Each entry is to be retyped exactly as it appears, and each image is to be dropped.

─── RECORDS SHOWN ───

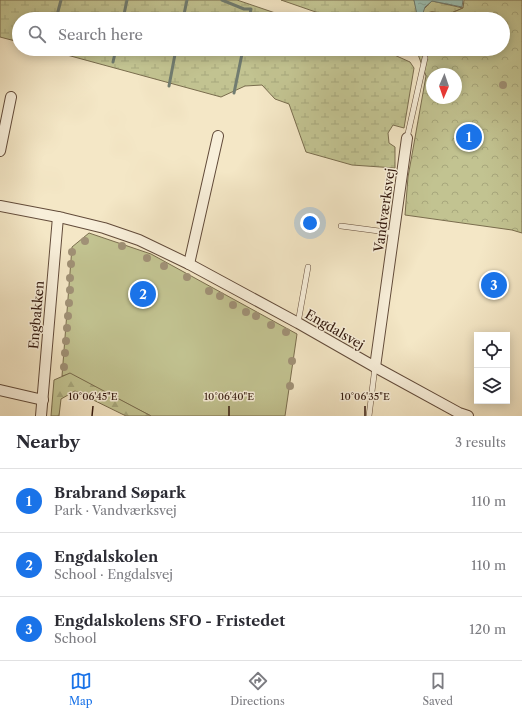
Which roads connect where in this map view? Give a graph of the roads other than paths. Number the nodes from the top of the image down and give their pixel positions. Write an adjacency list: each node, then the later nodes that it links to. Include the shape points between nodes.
1 (425, 58): 4 (lane, Vandværksvej)
2 (11, 97): 5 (street)
3 (218, 136): 10 (street)
4 (407, 138): 9 (street, Vandværksvej)
5 (0, 151)
6 (0, 206): 7 (street, Engdalsvej)
7 (58, 217): 10 (street, Engdalsvej, via 139,240); 15 (street, Engbakken)
8 (342, 226): 9 (lane)
9 (394, 233): 13 (street, Vandværksvej)
10 (189, 264): 12 (street, Engdalsvej)
11 (308, 267): 12 (lane)
12 (298, 323): 13 (street, Engdalsvej)
13 (374, 367): 17 (lane); 18 (street, Engdalsvej)
14 (0, 390): 15 (street)
15 (43, 400): 16 (street, Engbakken)
16 (41, 416)
17 (369, 416)
18 (468, 416)

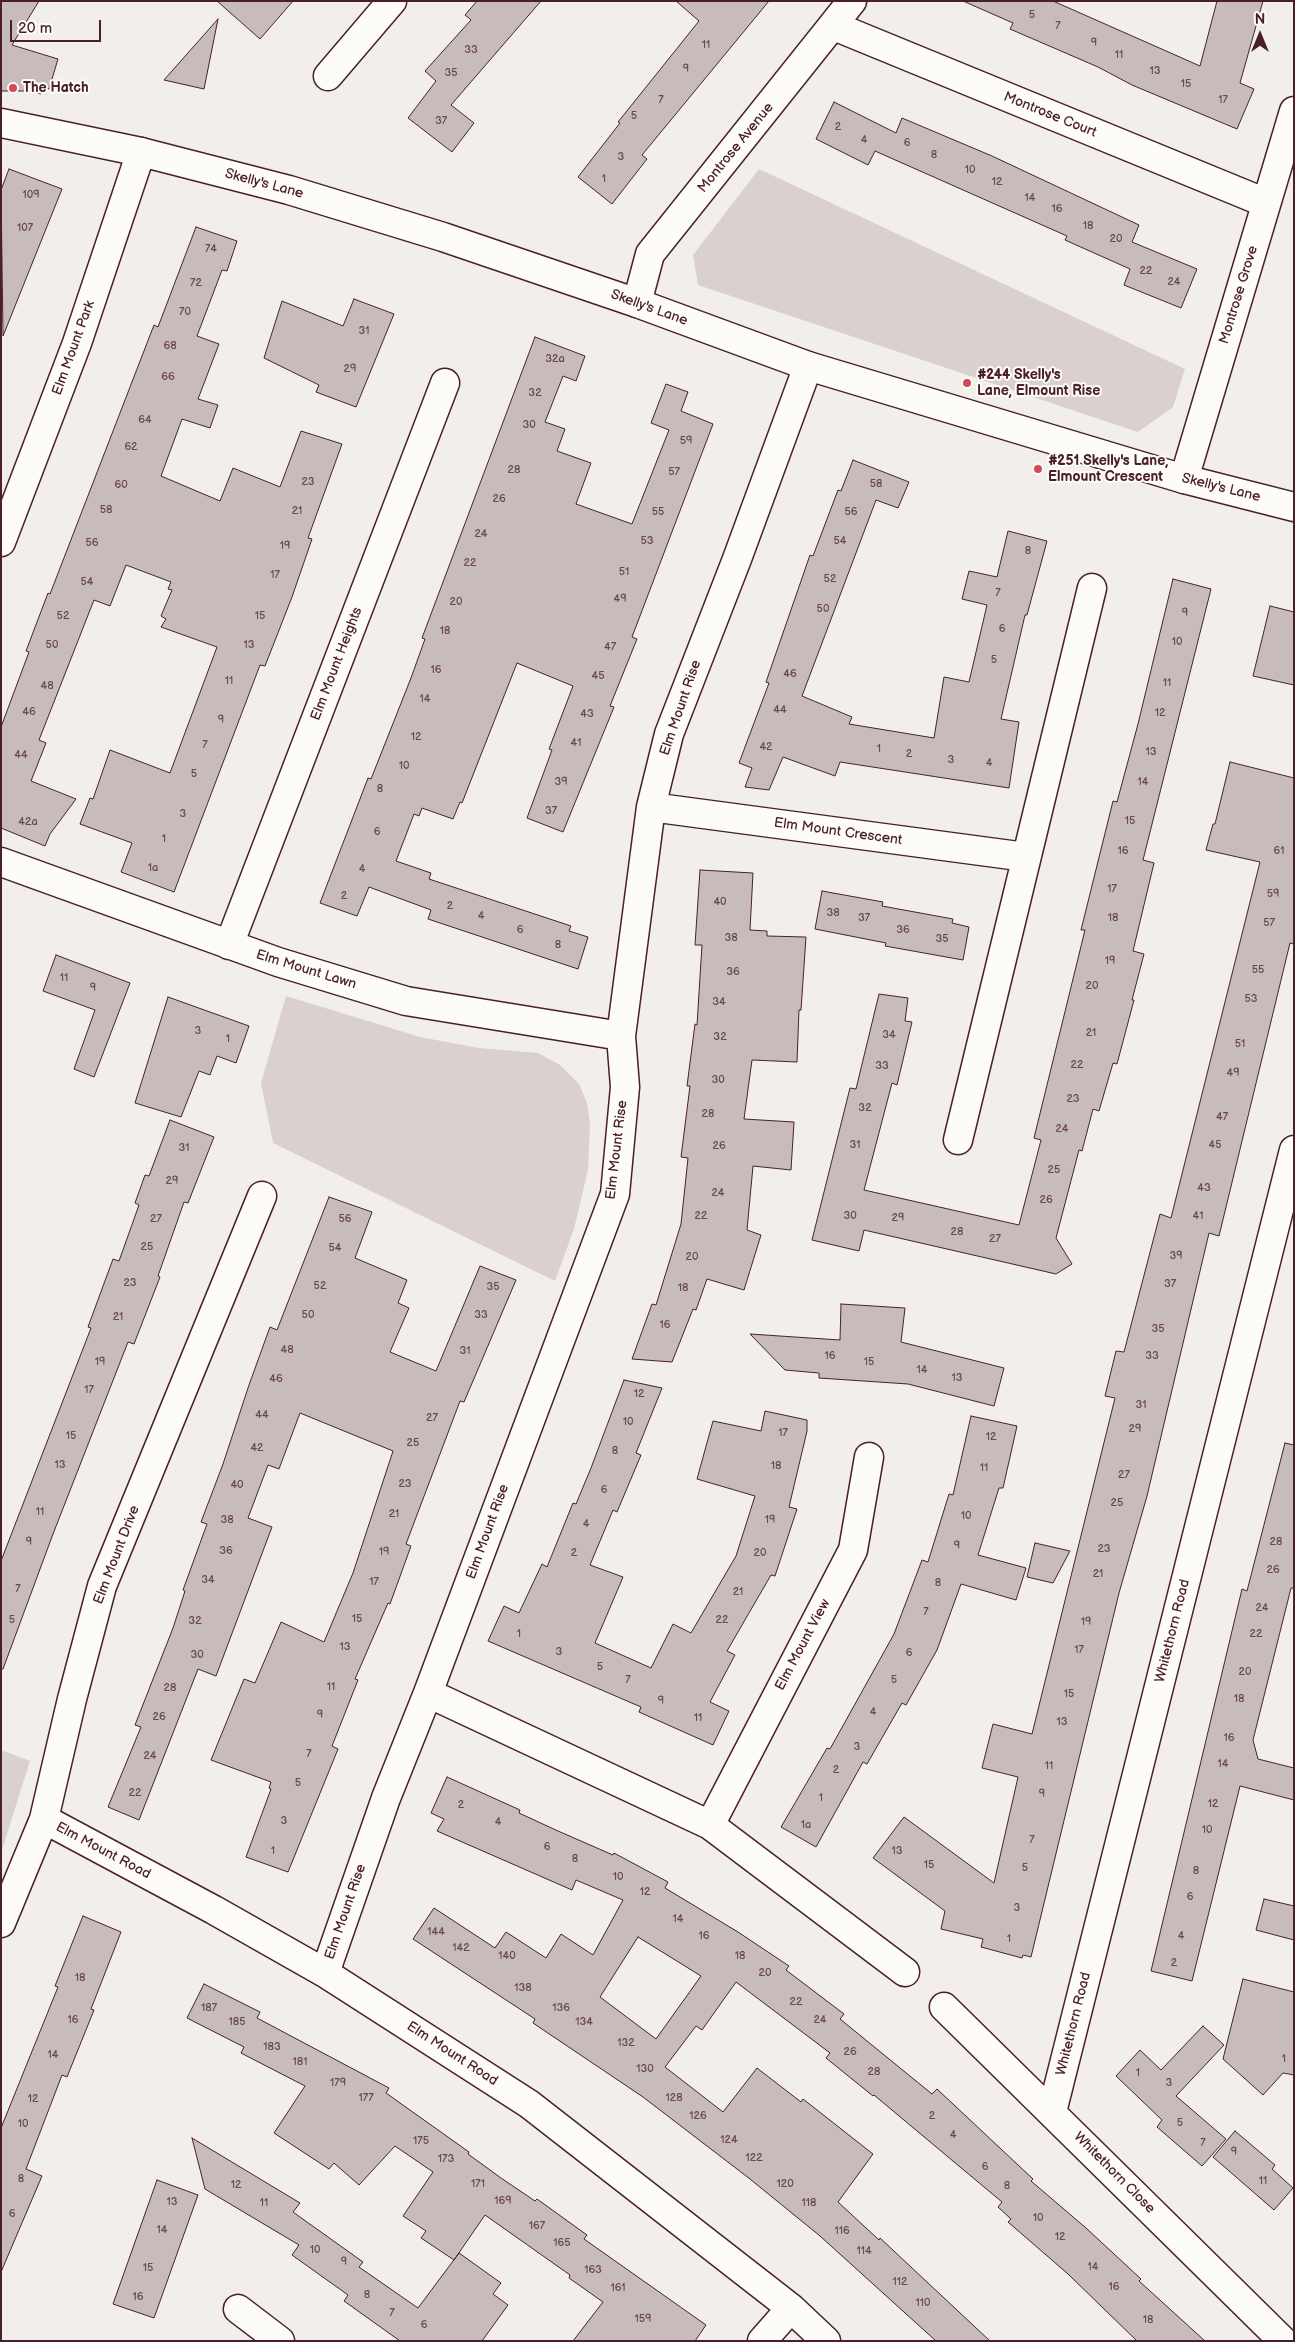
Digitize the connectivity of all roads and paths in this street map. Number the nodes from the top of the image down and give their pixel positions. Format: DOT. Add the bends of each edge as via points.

───

[OUTPUT]:
Which roads connect where in this map view? Give a graph of the roads other than paths. Number the nodes from the top of the image down and give their pixel positions. Write an adjacency list: each node, then the later nodes that it links to. Include the shape points between nodes.
1 (425, 58): 4 (lane, Vandværksvej)
2 (11, 97): 5 (street)
3 (218, 136): 10 (street)
4 (407, 138): 9 (street, Vandværksvej)
5 (0, 151)
6 (0, 206): 7 (street, Engdalsvej)
7 (58, 217): 10 (street, Engdalsvej, via 139,240); 15 (street, Engbakken)
8 (342, 226): 9 (lane)
9 (394, 233): 13 (street, Vandværksvej)
10 (189, 264): 12 (street, Engdalsvej)
11 (308, 267): 12 (lane)
12 (298, 323): 13 (street, Engdalsvej)
13 (374, 367): 17 (lane); 18 (street, Engdalsvej)
14 (0, 390): 15 (street)
15 (43, 400): 16 (street, Engbakken)
16 (41, 416)
17 (369, 416)
18 (468, 416)

Digitize the connectivity of all roads and paths in this street map. Number the nodes from the top of the image down and give their pixel positions. Format: DOT. Add the bends of each edge as via points.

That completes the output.